▶ TASK STATEMENT: Give the records below again in full, exactly as written, but without any images.

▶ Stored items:
..............................

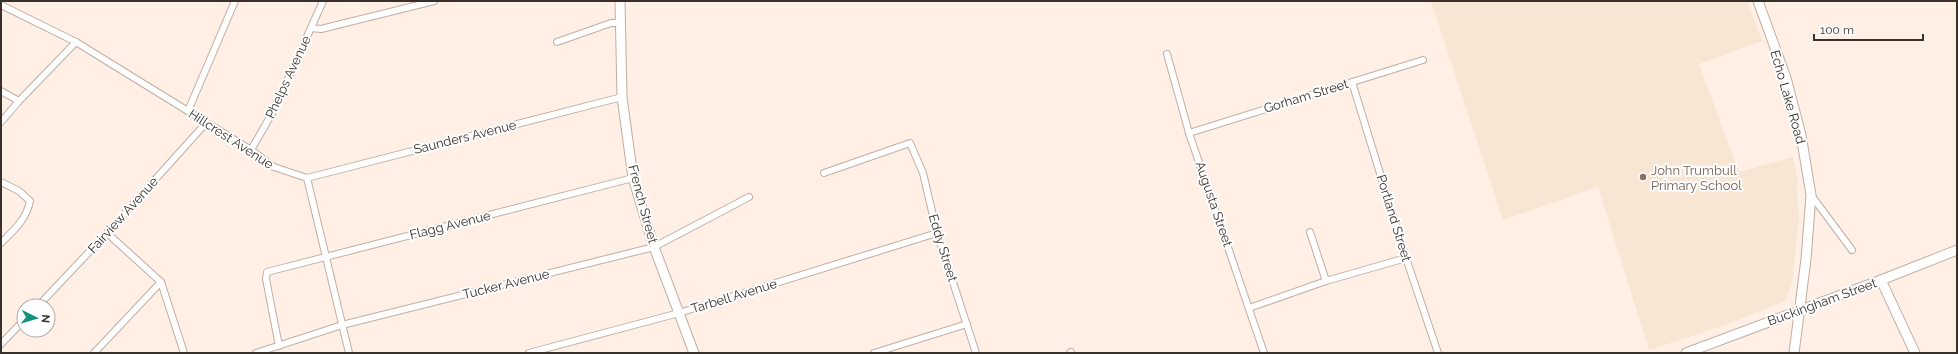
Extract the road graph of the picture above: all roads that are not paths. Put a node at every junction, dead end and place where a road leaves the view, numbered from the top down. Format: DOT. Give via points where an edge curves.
graph roads {
  1 [pos="235,1"];
  2 [pos="322,1"];
  3 [pos="434,1"];
  4 [pos="620,1"];
  5 [pos="1758,1"];
  6 [pos="1,4"];
  7 [pos="621,23"];
  8 [pos="311,28"];
  9 [pos="76,42"];
  10 [pos="556,42"];
  11 [pos="1167,54"];
  12 [pos="1423,60"];
  13 [pos="1352,82"];
  14 [pos="1,91"];
  15 [pos="622,97"];
  16 [pos="19,101"];
  17 [pos="188,110"];
  18 [pos="1,122"];
  19 [pos="206,123"];
  20 [pos="1189,132"];
  21 [pos="251,150"];
  22 [pos="824,173"];
  23 [pos="307,178"];
  24 [pos="633,178"];
  25 [pos="1,182"];
  26 [pos="1812,194"];
  27 [pos="750,197"];
  28 [pos="1310,232"];
  29 [pos="107,233"];
  30 [pos="937,233"];
  31 [pos="1,243"];
  32 [pos="654,247"];
  33 [pos="1852,250"];
  34 [pos="1957,250"];
  35 [pos="328,256"];
  36 [pos="1406,258"];
  37 [pos="1881,280"];
  38 [pos="1326,281"];
  39 [pos="162,282"];
  40 [pos="46,298"];
  41 [pos="1249,308"];
  42 [pos="1799,311"];
  43 [pos="679,313"];
  44 [pos="967,324"];
  45 [pos="342,325"];
  46 [pos="16,328"];
  47 [pos="1,344"];
  48 [pos="279,346"];
  49 [pos="94,353"];
  50 [pos="184,353"];
  51 [pos="256,353"];
  52 [pos="349,353"];
  53 [pos="529,353"];
  54 [pos="694,353"];
  55 [pos="874,353"];
  56 [pos="976,353"];
  57 [pos="1264,353"];
  58 [pos="1438,353"];
  59 [pos="1686,353"];
  60 [pos="1794,353"];
  61 [pos="1915,353"];
  1 -- 17 [label="street"];
  2 -- 8 [label="street, Phelps Avenue"];
  3 -- 8 [label="street" via="321,29"];
  4 -- 7 [label="main road, French Street"];
  5 -- 26 [label="main road, Echo Lake Road" via="1786,78 1801,135"];
  6 -- 9 [label="street, Hillcrest Avenue"];
  7 -- 10 [label="street" via="611,23"];
  7 -- 15 [label="main road, French Street"];
  8 -- 21 [label="street, Phelps Avenue" via="274,110"];
  9 -- 16 [label="street"];
  9 -- 17 [label="street, Hillcrest Avenue"];
  11 -- 20 [label="street, Augusta Street"];
  12 -- 13 [label="street, Gorham Street"];
  13 -- 20 [label="street, Gorham Street"];
  13 -- 36 [label="street, Portland Street"];
  14 -- 16 [label="street"];
  15 -- 23 [label="street, Saunders Avenue"];
  15 -- 24 [label="main road, French Street"];
  16 -- 18 [label="street"];
  17 -- 19 [label="street, Hillcrest Avenue"];
  19 -- 21 [label="street, Hillcrest Avenue"];
  19 -- 29 [label="street, Fairview Avenue"];
  20 -- 41 [label="street, Augusta Street"];
  21 -- 23 [label="street, Hillcrest Avenue" via="274,167"];
  22 -- 30 [label="street, Eddy Street" via="910,143 923,173"];
  23 -- 35 [label="street"];
  24 -- 32 [label="main road, French Street"];
  24 -- 35 [label="street, Flagg Avenue"];
  25 -- 31 [label="street" via="19,191 30,202 28,213"];
  26 -- 33 [label="street, Echo Lake Road"];
  26 -- 42 [label="main road, Echo Lake Road"];
  27 -- 32 [label="street, Tucker Avenue"];
  28 -- 38 [label="street"];
  29 -- 39 [label="street"];
  29 -- 40 [label="street, Fairview Avenue"];
  30 -- 43 [label="street, Tarbell Avenue"];
  30 -- 44 [label="street, Eddy Street"];
  32 -- 43 [label="main road, French Street"];
  32 -- 45 [label="street, Tucker Avenue"];
  34 -- 37 [label="main road, Buckingham Street"];
  35 -- 45 [label="street"];
  35 -- 48 [label="street, Flagg Avenue" via="267,272 266,279"];
  36 -- 38 [label="street"];
  36 -- 58 [label="street, Portland Street"];
  37 -- 42 [label="main road, Buckingham Street"];
  37 -- 61 [label="main road"];
  38 -- 41 [label="street"];
  39 -- 49 [label="street"];
  39 -- 50 [label="street"];
  41 -- 57 [label="street, Augusta Street"];
  42 -- 59 [label="main road, Buckingham Street"];
  42 -- 60 [label="main road, Echo Lake Road"];
  43 -- 53 [label="street, Tarbell Avenue"];
  43 -- 54 [label="main road, French Street"];
  44 -- 55 [label="street"];
  44 -- 56 [label="street, Eddy Street"];
  45 -- 48 [label="street, Tucker Avenue"];
  45 -- 52 [label="street"];
  46 -- 47 [label="street"];
  48 -- 51 [label="street, Tucker Avenue"];
}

..............................

▶ OUTPUT BELOW:
Extract the road graph of the picture above: all roads that are not paths. Put a node at every junction, dead end and place where a road leaves the view, numbered from the top down. Format: DOT. Give via points where an edge curves.
graph roads {
  1 [pos="235,1"];
  2 [pos="322,1"];
  3 [pos="434,1"];
  4 [pos="620,1"];
  5 [pos="1758,1"];
  6 [pos="1,4"];
  7 [pos="621,23"];
  8 [pos="311,28"];
  9 [pos="76,42"];
  10 [pos="556,42"];
  11 [pos="1167,54"];
  12 [pos="1423,60"];
  13 [pos="1352,82"];
  14 [pos="1,91"];
  15 [pos="622,97"];
  16 [pos="19,101"];
  17 [pos="188,110"];
  18 [pos="1,122"];
  19 [pos="206,123"];
  20 [pos="1189,132"];
  21 [pos="251,150"];
  22 [pos="824,173"];
  23 [pos="307,178"];
  24 [pos="633,178"];
  25 [pos="1,182"];
  26 [pos="1812,194"];
  27 [pos="750,197"];
  28 [pos="1310,232"];
  29 [pos="107,233"];
  30 [pos="937,233"];
  31 [pos="1,243"];
  32 [pos="654,247"];
  33 [pos="1852,250"];
  34 [pos="1957,250"];
  35 [pos="328,256"];
  36 [pos="1406,258"];
  37 [pos="1881,280"];
  38 [pos="1326,281"];
  39 [pos="162,282"];
  40 [pos="46,298"];
  41 [pos="1249,308"];
  42 [pos="1799,311"];
  43 [pos="679,313"];
  44 [pos="967,324"];
  45 [pos="342,325"];
  46 [pos="16,328"];
  47 [pos="1,344"];
  48 [pos="279,346"];
  49 [pos="94,353"];
  50 [pos="184,353"];
  51 [pos="256,353"];
  52 [pos="349,353"];
  53 [pos="529,353"];
  54 [pos="694,353"];
  55 [pos="874,353"];
  56 [pos="976,353"];
  57 [pos="1264,353"];
  58 [pos="1438,353"];
  59 [pos="1686,353"];
  60 [pos="1794,353"];
  61 [pos="1915,353"];
  1 -- 17 [label="street"];
  2 -- 8 [label="street, Phelps Avenue"];
  3 -- 8 [label="street" via="321,29"];
  4 -- 7 [label="main road, French Street"];
  5 -- 26 [label="main road, Echo Lake Road" via="1786,78 1801,135"];
  6 -- 9 [label="street, Hillcrest Avenue"];
  7 -- 10 [label="street" via="611,23"];
  7 -- 15 [label="main road, French Street"];
  8 -- 21 [label="street, Phelps Avenue" via="274,110"];
  9 -- 16 [label="street"];
  9 -- 17 [label="street, Hillcrest Avenue"];
  11 -- 20 [label="street, Augusta Street"];
  12 -- 13 [label="street, Gorham Street"];
  13 -- 20 [label="street, Gorham Street"];
  13 -- 36 [label="street, Portland Street"];
  14 -- 16 [label="street"];
  15 -- 23 [label="street, Saunders Avenue"];
  15 -- 24 [label="main road, French Street"];
  16 -- 18 [label="street"];
  17 -- 19 [label="street, Hillcrest Avenue"];
  19 -- 21 [label="street, Hillcrest Avenue"];
  19 -- 29 [label="street, Fairview Avenue"];
  20 -- 41 [label="street, Augusta Street"];
  21 -- 23 [label="street, Hillcrest Avenue" via="274,167"];
  22 -- 30 [label="street, Eddy Street" via="910,143 923,173"];
  23 -- 35 [label="street"];
  24 -- 32 [label="main road, French Street"];
  24 -- 35 [label="street, Flagg Avenue"];
  25 -- 31 [label="street" via="19,191 30,202 28,213"];
  26 -- 33 [label="street, Echo Lake Road"];
  26 -- 42 [label="main road, Echo Lake Road"];
  27 -- 32 [label="street, Tucker Avenue"];
  28 -- 38 [label="street"];
  29 -- 39 [label="street"];
  29 -- 40 [label="street, Fairview Avenue"];
  30 -- 43 [label="street, Tarbell Avenue"];
  30 -- 44 [label="street, Eddy Street"];
  32 -- 43 [label="main road, French Street"];
  32 -- 45 [label="street, Tucker Avenue"];
  34 -- 37 [label="main road, Buckingham Street"];
  35 -- 45 [label="street"];
  35 -- 48 [label="street, Flagg Avenue" via="267,272 266,279"];
  36 -- 38 [label="street"];
  36 -- 58 [label="street, Portland Street"];
  37 -- 42 [label="main road, Buckingham Street"];
  37 -- 61 [label="main road"];
  38 -- 41 [label="street"];
  39 -- 49 [label="street"];
  39 -- 50 [label="street"];
  41 -- 57 [label="street, Augusta Street"];
  42 -- 59 [label="main road, Buckingham Street"];
  42 -- 60 [label="main road, Echo Lake Road"];
  43 -- 53 [label="street, Tarbell Avenue"];
  43 -- 54 [label="main road, French Street"];
  44 -- 55 [label="street"];
  44 -- 56 [label="street, Eddy Street"];
  45 -- 48 [label="street, Tucker Avenue"];
  45 -- 52 [label="street"];
  46 -- 47 [label="street"];
  48 -- 51 [label="street, Tucker Avenue"];
}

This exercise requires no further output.